AI Data Trainer (The Model Mentor) - Unreal Gigs
San Francisco, CA
About the Job
Are you passionate about working with data to train and improve AI models? Do you excel in creating datasets that empower machine learning models to perform with precision and accuracy? If you’re ready to shape the intelligence of AI systems, our client has the ideal role for you. We’re looking for an AI Data Trainer (aka The Model Mentor) to prepare, label, and refine data that directly impacts the performance and learning of AI algorithms across diverse applications.
As an AI Data Trainer at our client, you’ll collaborate with data scientists, machine learning engineers, and product teams to curate, clean, and label datasets. Your work will be instrumental in teaching AI models how to understand and respond to real-world scenarios, from image recognition to natural language understanding.
Key Responsibilities:
- Curate and Label Training Data:
- Select, label, and organize datasets that enable machine learning models to learn effectively. You’ll ensure data is representative, balanced, and relevant for the models’ intended tasks.
- Refine and Clean Datasets:
- Preprocess and clean raw data to eliminate noise and inaccuracies, ensuring high-quality data inputs. You’ll apply best practices to enhance data accuracy and reliability.
- Collaborate on Annotation Guidelines:
- Work with data scientists and product managers to define labeling and annotation guidelines that align with project goals. You’ll standardize processes to maintain consistency across datasets.
- Optimize Data for Model Performance:
- Analyze and select data subsets to improve model training efficiency and accuracy. You’ll monitor model performance to identify and address gaps in data quality or diversity.
- Conduct Quality Assurance on Labeled Data:
- Perform quality checks on annotated data to ensure labels are accurate and useful for model training. You’ll provide feedback to improve data annotation workflows and tools.
- Monitor and Report Data Training Results:
- Track the impact of training data on model performance, and create reports to communicate improvements and insights. You’ll work closely with machine learning engineers to refine datasets iteratively.
- Stay Updated on AI Data Annotation and Training Trends:
- Keep up with advancements in AI training techniques, annotation tools, and data management. You’ll incorporate new tools and methods to streamline and improve data preparation.
Requirements
Required Skills:
- Data Annotation and Labeling: Extensive experience with data labeling tools and techniques, with the ability to create high-quality, structured datasets.
- Data Cleaning and Preprocessing: Strong understanding of data cleaning methods to prepare datasets for model training. You can handle structured and unstructured data formats.
- Analytical Skills and Quality Assurance: Ability to assess data quality and accuracy through quality assurance processes. You can troubleshoot and refine data to enhance model performance.
- Collaboration and Communication: Strong communication skills to work with cross-functional teams and explain data requirements. You’re detail-oriented and organized in managing datasets.
- Technical Skills: Proficiency in data manipulation using tools like Python or SQL. Familiarity with data labeling platforms (e.g., Labelbox, Amazon SageMaker Ground Truth, or Supervisely) is beneficial.
Educational Requirements:
- Bachelor’s or Master’s degree in Data Science, Computer Science, Information Management, or a related field. Equivalent experience in data annotation, AI training, or machine learning support may be considered.

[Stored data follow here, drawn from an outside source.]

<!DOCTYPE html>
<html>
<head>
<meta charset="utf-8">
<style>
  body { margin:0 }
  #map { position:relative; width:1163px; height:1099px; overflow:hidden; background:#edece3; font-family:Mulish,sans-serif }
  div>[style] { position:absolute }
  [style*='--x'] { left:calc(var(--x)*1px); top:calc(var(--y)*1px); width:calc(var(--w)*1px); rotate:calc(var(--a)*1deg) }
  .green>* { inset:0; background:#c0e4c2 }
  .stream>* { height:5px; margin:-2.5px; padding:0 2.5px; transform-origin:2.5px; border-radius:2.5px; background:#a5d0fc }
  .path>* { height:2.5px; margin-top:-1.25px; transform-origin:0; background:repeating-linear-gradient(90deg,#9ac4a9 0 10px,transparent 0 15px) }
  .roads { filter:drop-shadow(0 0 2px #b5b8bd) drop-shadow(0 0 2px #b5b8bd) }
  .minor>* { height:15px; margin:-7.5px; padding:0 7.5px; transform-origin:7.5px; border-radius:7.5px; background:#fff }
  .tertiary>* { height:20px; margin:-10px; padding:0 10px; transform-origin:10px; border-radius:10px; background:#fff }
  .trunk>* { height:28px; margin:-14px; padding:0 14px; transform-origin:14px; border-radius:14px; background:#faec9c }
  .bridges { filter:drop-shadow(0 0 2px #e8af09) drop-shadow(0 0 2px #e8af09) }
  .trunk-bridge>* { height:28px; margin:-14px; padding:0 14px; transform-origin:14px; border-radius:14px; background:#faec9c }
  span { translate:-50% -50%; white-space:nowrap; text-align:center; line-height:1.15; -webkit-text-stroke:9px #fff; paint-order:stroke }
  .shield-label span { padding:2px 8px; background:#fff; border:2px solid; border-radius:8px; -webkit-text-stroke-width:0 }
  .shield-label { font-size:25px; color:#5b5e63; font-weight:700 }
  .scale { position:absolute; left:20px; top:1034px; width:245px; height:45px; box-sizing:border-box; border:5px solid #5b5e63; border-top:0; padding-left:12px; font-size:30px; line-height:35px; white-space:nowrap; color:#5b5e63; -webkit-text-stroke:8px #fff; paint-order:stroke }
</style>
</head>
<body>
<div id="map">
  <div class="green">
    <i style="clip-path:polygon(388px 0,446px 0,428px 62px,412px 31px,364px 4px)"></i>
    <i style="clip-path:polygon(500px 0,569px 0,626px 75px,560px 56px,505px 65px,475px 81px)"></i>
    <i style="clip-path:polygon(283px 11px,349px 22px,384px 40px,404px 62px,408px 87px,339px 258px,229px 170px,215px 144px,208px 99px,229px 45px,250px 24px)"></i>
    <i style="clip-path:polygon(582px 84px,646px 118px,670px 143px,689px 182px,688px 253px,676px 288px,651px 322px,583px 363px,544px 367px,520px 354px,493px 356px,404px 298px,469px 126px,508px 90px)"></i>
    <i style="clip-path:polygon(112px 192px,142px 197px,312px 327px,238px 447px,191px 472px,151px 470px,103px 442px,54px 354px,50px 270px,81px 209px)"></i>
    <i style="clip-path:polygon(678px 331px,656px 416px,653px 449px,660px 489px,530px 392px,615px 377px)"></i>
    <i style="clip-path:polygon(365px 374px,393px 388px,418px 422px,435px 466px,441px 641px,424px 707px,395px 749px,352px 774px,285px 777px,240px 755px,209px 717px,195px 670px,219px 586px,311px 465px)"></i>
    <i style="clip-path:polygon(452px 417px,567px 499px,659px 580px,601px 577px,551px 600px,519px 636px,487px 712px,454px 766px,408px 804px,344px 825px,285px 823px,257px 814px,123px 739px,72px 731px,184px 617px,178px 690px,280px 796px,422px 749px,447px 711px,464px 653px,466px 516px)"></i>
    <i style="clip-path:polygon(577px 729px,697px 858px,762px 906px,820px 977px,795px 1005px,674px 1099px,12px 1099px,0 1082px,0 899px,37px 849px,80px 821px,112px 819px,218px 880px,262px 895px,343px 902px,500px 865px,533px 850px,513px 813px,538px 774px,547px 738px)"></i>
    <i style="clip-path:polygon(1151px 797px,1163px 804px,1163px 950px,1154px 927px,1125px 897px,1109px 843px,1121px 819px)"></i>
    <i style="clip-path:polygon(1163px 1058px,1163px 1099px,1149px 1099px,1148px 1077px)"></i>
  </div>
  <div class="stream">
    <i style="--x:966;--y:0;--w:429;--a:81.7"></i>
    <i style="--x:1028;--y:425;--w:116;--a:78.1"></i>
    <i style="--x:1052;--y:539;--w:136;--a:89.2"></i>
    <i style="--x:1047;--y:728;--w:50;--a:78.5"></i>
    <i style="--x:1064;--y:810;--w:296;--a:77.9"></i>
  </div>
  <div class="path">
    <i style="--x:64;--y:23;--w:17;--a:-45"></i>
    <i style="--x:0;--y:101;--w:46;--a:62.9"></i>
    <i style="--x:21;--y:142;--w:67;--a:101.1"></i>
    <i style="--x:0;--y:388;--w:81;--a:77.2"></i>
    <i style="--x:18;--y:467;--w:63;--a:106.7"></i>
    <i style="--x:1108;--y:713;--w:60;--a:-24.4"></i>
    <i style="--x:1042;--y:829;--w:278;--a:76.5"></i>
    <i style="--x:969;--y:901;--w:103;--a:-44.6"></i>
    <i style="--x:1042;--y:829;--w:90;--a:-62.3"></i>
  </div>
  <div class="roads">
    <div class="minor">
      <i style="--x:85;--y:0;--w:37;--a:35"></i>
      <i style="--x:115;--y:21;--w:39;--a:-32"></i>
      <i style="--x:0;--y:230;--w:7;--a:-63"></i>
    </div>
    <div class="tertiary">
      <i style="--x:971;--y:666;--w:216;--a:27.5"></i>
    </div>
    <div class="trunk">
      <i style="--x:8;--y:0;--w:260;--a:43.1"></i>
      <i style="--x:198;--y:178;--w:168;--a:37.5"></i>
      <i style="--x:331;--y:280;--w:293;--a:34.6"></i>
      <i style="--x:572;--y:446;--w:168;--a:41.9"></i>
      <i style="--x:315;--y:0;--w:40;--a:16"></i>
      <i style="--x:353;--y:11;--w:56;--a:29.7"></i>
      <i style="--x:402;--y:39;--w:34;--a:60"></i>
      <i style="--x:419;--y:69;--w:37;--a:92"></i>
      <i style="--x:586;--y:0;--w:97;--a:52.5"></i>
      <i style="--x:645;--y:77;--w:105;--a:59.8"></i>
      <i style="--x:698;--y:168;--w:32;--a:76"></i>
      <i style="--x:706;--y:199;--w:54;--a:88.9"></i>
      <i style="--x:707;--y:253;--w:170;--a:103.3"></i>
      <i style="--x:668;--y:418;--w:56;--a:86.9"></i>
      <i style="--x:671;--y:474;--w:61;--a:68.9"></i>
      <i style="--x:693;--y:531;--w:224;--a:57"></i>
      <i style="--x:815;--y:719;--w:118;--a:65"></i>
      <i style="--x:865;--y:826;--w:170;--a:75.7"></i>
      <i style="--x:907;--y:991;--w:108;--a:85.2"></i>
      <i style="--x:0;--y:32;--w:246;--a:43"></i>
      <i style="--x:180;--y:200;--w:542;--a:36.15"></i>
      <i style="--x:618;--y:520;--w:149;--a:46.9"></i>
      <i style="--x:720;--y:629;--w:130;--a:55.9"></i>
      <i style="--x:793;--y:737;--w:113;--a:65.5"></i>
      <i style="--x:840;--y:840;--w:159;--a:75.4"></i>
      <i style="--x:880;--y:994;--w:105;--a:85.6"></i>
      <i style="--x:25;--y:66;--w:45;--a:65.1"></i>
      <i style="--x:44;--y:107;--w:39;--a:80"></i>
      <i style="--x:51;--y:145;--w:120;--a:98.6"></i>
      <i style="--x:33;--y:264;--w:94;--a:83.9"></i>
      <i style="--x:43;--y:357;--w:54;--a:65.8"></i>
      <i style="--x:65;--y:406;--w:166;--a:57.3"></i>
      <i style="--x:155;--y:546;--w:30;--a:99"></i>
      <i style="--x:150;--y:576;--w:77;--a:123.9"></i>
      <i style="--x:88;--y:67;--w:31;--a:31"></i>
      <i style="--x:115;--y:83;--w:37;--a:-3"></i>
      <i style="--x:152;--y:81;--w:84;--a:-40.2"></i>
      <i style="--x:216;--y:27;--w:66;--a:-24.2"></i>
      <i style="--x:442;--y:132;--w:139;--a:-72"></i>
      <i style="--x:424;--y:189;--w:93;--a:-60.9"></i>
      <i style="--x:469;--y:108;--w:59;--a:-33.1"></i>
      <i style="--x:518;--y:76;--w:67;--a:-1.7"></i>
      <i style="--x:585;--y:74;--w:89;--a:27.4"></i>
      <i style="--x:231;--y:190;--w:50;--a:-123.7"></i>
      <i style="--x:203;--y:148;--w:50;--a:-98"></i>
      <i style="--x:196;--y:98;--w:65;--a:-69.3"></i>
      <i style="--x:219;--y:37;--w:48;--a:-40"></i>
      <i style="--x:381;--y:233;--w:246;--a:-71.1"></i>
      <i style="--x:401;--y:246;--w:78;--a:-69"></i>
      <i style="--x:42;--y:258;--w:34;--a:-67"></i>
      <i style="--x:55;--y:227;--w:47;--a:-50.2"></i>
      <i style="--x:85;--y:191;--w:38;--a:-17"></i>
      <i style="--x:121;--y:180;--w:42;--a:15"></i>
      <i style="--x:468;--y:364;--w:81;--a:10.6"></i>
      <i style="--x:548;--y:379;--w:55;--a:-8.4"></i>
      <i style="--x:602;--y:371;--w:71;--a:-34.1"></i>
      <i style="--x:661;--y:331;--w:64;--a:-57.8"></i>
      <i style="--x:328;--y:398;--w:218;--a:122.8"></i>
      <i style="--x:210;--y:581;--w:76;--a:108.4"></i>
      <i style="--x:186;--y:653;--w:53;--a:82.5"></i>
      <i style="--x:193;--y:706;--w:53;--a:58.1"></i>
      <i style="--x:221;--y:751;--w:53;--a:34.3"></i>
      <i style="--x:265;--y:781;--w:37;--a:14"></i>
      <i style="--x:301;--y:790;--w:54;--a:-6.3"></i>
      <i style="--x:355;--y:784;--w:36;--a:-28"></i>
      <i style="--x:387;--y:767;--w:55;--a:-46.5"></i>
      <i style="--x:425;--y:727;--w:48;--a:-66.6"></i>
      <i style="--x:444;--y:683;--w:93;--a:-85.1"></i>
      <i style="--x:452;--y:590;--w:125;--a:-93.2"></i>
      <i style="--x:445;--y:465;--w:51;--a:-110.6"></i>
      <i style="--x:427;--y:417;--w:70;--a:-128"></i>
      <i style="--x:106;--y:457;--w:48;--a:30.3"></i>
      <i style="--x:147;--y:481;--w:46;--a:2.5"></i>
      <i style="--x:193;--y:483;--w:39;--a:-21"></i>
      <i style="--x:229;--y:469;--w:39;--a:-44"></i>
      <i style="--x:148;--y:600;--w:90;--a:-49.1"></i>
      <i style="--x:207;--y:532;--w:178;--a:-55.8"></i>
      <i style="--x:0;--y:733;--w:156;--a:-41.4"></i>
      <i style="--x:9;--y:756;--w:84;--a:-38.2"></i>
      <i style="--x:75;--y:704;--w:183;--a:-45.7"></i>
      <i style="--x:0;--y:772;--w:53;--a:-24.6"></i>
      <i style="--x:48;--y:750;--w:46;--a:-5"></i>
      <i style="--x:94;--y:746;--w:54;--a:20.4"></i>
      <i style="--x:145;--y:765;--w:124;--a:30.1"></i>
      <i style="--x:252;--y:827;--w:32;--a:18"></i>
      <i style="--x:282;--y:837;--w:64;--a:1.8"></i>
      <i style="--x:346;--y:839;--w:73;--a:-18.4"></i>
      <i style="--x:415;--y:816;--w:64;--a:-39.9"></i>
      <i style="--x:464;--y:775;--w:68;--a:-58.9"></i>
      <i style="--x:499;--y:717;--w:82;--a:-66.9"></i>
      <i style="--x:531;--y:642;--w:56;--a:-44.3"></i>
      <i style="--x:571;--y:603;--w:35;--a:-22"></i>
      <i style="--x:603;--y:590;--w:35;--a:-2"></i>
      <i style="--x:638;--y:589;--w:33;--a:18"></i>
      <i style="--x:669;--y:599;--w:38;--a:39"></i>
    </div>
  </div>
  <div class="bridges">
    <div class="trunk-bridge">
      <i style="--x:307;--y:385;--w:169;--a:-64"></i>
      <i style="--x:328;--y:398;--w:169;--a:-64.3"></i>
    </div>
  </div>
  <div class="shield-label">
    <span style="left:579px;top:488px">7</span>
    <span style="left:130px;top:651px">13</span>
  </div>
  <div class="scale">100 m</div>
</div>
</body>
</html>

- Certifications in data science or machine learning fundamentals are advantageous but not required.
Experience Requirements:
- 3+ years of experience in data preparation, annotation, or data quality management with hands-on experience training machine learning models.
- Familiarity with different types of data (text, images, audio) and experience in preparing data for supervised learning models.
- Experience in data labeling and curation for specific AI tasks, such as NLP or computer vision, is highly beneficial.
Benefits
- Health and Wellness: Comprehensive medical, dental, and vision insurance plans with low co-pays and premiums.
- Paid Time Off: Competitive vacation, sick leave, and 20 paid holidays per year.
- Work-Life Balance: Flexible work schedules and telecommuting options.
- Professional Development: Opportunities for training, certification reimbursement, and career advancement programs.
- Wellness Programs: Access to wellness programs, including gym memberships, health screenings, and mental health resources.
- Life and Disability Insurance: Life insurance and short-term/long-term disability coverage.
- Employee Assistance Program (EAP): Confidential counseling and support services for personal and professional challenges.
- Tuition Reimbursement: Financial assistance for continuing education and professional development.
- Community Engagement: Opportunities to participate in community service and volunteer activities.
- Recognition Programs: Employee recognition programs to celebrate achievements and milestones.